Manage Document Templates

Elsewhere in this book, we’ve touched on the concept of templates. Templates are Office files containing style definitions and/or content. Each program has template files, which can be identified by their file extensions, as shown in the following table.

Program

Extension

File types...

Word

.dotx

Word Template

 

.dotm

Word Macro-Enabled Template

 

.dot

Word 97–2004 Template

Excel

.xltx

Excel Template

 

.xltm

Excel Macro-Enabled Template

 

.xlt

Excel 97–2004 Template

PowerPoint

.potx

PowerPoint Template

 

.potm

PowerPoint Macro-Enabled Template

 

.pot

PowerPoint 97–2004 Template

Note

Entourage also includes templates for creating messages and other Entourage items.

You can use a template in two ways:

  • You can use a template as a starter file by opening the template. This creates a new file based on the template. The new file is not a template file; rather, when you save it, the program will prompt you to save it as a document, workbook, or presentation. (You can save it as a template, but that’s not the default format.)

  • You can apply the style definitions within a template to an existing file by attaching the template to the file.

In this book, we generally use the term project templates to refer to templates whose primary purpose is as starter files. These include the templates you open from the Project Gallery when you create a Word publication, an Excel ledger sheet, or a pre-populated PowerPoint presentation. We’ve worked with project templates in previous chapters. You can use templates in each of the primary Office programs, in the ways listed on the following page.

  • When working in Excel, you’ll primarily use templates as starter files for sheets.

  • In PowerPoint, you’ll use templates both as starter files and to apply different sets of themes and masters to a presentation.

  • In Word, you can create documents and publications from starter templates. Another great use of document templates, however, is to change the look of document content, and to apply a consistent look to multiple documents, and that’s the way we’re addressing templates in this chapter.

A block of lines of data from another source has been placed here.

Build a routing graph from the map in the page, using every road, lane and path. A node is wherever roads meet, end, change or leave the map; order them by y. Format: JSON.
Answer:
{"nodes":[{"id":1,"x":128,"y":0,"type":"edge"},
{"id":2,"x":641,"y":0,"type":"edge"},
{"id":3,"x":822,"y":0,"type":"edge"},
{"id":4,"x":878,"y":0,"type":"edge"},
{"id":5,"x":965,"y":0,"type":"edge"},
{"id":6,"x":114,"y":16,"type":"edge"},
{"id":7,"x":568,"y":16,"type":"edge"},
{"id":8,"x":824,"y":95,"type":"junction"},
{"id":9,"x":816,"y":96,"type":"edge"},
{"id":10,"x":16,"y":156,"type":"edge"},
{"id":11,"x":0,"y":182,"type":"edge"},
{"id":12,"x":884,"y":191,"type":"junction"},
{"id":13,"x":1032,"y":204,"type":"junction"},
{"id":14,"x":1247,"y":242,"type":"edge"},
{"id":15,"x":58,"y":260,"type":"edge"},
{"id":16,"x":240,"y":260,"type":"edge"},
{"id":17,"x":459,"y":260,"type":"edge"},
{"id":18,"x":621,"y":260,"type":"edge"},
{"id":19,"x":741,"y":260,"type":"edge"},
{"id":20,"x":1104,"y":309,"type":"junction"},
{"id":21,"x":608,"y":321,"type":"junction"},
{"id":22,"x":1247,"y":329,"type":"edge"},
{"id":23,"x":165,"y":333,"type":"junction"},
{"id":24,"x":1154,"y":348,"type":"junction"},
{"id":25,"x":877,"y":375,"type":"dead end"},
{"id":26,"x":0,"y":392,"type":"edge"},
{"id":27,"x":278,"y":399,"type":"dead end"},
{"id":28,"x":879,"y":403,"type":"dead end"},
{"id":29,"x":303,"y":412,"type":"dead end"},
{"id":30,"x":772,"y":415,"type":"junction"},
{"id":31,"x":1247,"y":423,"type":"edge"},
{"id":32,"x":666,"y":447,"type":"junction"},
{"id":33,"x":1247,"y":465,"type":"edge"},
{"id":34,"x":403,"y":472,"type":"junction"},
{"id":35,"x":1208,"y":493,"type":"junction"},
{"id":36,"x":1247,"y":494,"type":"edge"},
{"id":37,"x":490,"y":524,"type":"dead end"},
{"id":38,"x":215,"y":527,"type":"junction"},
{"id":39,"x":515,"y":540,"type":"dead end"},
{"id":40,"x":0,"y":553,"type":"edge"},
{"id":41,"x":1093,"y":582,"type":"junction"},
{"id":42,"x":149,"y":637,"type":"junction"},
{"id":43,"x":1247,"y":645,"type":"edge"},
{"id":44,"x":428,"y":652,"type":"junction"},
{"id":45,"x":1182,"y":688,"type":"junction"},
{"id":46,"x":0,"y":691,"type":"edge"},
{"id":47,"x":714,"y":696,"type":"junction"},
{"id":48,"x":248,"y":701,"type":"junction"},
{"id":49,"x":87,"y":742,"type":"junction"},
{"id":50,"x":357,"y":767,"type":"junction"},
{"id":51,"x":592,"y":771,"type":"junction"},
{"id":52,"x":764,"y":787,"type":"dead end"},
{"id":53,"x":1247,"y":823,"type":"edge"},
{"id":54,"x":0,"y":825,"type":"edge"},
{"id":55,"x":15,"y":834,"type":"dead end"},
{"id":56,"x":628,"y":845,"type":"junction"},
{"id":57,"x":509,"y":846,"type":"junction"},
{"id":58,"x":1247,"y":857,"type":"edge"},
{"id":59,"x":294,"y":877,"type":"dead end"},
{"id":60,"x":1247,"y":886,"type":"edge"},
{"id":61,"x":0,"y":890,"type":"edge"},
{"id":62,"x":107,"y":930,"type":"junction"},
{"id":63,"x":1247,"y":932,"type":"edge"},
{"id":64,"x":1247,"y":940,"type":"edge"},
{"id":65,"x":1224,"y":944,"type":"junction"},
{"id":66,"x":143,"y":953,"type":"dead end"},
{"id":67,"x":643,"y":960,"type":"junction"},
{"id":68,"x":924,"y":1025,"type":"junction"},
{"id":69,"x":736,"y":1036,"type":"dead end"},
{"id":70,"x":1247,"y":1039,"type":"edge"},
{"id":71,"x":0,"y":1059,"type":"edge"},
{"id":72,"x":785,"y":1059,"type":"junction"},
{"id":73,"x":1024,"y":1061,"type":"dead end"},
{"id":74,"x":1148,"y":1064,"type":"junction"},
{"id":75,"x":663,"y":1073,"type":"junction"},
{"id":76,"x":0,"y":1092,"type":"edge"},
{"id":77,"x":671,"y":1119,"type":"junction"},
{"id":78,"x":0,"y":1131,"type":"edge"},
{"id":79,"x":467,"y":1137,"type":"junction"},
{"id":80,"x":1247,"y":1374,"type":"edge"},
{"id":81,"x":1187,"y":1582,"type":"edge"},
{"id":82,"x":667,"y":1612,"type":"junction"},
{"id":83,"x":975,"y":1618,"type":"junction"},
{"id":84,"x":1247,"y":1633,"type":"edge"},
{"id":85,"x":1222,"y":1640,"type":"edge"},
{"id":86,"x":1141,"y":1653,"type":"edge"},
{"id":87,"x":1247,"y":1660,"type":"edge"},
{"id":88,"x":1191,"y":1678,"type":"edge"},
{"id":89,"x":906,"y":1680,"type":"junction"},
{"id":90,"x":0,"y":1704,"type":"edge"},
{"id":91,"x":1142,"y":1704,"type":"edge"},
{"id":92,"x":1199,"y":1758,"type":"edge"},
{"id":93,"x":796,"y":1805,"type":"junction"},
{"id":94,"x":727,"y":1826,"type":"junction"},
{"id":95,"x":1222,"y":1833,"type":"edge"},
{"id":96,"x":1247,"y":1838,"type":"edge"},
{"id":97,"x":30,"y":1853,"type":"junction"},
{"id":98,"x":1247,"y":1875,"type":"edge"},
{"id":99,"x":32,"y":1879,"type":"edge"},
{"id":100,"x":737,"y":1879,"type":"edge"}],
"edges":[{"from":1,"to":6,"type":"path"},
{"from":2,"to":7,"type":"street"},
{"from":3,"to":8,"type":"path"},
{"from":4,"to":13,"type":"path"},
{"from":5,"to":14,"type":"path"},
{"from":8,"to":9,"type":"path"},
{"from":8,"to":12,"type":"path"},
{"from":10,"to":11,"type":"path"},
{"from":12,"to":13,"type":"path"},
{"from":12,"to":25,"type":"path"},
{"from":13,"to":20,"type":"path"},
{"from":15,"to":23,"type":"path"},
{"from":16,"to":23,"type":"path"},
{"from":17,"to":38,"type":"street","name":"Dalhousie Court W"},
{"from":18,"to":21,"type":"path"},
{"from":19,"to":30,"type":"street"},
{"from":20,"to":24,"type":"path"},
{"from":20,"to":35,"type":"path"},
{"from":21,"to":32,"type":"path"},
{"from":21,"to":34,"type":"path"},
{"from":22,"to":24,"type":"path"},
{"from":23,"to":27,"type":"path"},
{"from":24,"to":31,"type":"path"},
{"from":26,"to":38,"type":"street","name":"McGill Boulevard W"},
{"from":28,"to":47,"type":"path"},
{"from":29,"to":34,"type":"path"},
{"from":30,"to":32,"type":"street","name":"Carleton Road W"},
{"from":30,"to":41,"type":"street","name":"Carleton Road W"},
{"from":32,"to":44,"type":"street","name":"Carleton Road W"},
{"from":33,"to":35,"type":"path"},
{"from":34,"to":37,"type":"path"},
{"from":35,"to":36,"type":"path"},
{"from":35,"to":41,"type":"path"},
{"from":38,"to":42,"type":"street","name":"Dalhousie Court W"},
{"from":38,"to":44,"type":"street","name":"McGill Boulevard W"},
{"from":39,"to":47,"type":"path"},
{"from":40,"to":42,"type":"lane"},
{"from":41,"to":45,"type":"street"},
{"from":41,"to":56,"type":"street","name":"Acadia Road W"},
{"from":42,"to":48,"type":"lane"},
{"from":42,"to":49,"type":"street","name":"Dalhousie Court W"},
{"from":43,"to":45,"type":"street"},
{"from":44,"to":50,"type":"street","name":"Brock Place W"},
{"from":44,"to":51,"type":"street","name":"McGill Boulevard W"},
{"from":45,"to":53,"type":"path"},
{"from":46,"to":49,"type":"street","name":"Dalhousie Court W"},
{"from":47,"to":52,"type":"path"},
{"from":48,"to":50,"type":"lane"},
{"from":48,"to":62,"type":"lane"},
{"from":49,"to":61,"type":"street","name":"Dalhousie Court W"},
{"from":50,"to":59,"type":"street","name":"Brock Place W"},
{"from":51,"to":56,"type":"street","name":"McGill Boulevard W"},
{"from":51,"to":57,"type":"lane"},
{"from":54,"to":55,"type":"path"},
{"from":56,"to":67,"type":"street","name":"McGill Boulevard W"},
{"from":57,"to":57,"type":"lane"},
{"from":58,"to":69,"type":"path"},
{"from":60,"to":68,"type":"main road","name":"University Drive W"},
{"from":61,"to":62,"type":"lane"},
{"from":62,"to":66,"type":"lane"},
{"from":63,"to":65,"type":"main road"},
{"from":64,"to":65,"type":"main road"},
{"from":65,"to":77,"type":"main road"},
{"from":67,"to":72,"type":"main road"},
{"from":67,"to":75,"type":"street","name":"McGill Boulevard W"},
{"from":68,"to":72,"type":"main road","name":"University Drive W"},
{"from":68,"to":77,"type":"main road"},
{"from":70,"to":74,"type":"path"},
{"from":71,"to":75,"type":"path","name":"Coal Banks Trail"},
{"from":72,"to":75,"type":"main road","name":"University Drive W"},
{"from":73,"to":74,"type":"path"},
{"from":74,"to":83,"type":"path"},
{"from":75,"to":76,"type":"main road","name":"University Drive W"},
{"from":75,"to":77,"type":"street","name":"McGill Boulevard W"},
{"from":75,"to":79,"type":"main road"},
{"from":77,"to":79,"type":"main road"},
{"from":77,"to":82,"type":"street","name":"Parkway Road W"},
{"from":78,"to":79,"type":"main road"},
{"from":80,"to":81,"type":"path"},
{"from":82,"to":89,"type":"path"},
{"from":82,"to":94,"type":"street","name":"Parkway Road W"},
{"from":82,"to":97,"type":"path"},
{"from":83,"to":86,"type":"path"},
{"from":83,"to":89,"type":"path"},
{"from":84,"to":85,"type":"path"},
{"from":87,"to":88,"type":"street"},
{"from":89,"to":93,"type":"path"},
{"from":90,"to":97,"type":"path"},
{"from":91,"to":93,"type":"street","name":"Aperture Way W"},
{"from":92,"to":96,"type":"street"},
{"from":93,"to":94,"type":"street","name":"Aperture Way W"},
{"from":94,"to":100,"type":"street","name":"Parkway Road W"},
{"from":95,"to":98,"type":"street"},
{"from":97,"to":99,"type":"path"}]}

A document template is a separate file in which paragraph, character, table, and list styles are defined. A document template can also include content, page formatting, headers and footers, and any other elements found in a document, but when you’re attaching the template for the purpose of defining styles, that content is neither visible nor pertinent.

Every document you create is based on a document template. Unless you specify otherwise, all new documents are based on the Normal document template, which defines a few fairly plain styles, such as paragraph styles for regular text paragraphs, a title, and different levels of headings; and a few character styles that change the look of selected text. The styles from the Normal template appear in the Styles panel of the Formatting Palette when you create a new blank document. If you create a document based on a different template, the styles defined in that template appear in the Styles panel, and you can apply those styles to quickly format the text in the document.

You can change the look of document content by making changes to the style definitions within the attached template, or you can attach a different template that contains different definitions for the same styles to the document. You can create these additional templates or use templates provided to you by other people.

To create a document template, you simply save a file in the .dotx file format. You can distribute the file to other Word users to attach to their own documents, in the same way that you would distribute any electronic document—for example, by e-mail, through a shared drive, or on a portable disk or drive.

You can make a template available to Word by saving the template to any location and then loading it as a global template, or by saving the template to the standard template directory.

To attach a different template to a document:

  1. On the Tools menu, click Templates and Add-Ins.

  2. In the Templates and Add-Ins dialog box, click Attach.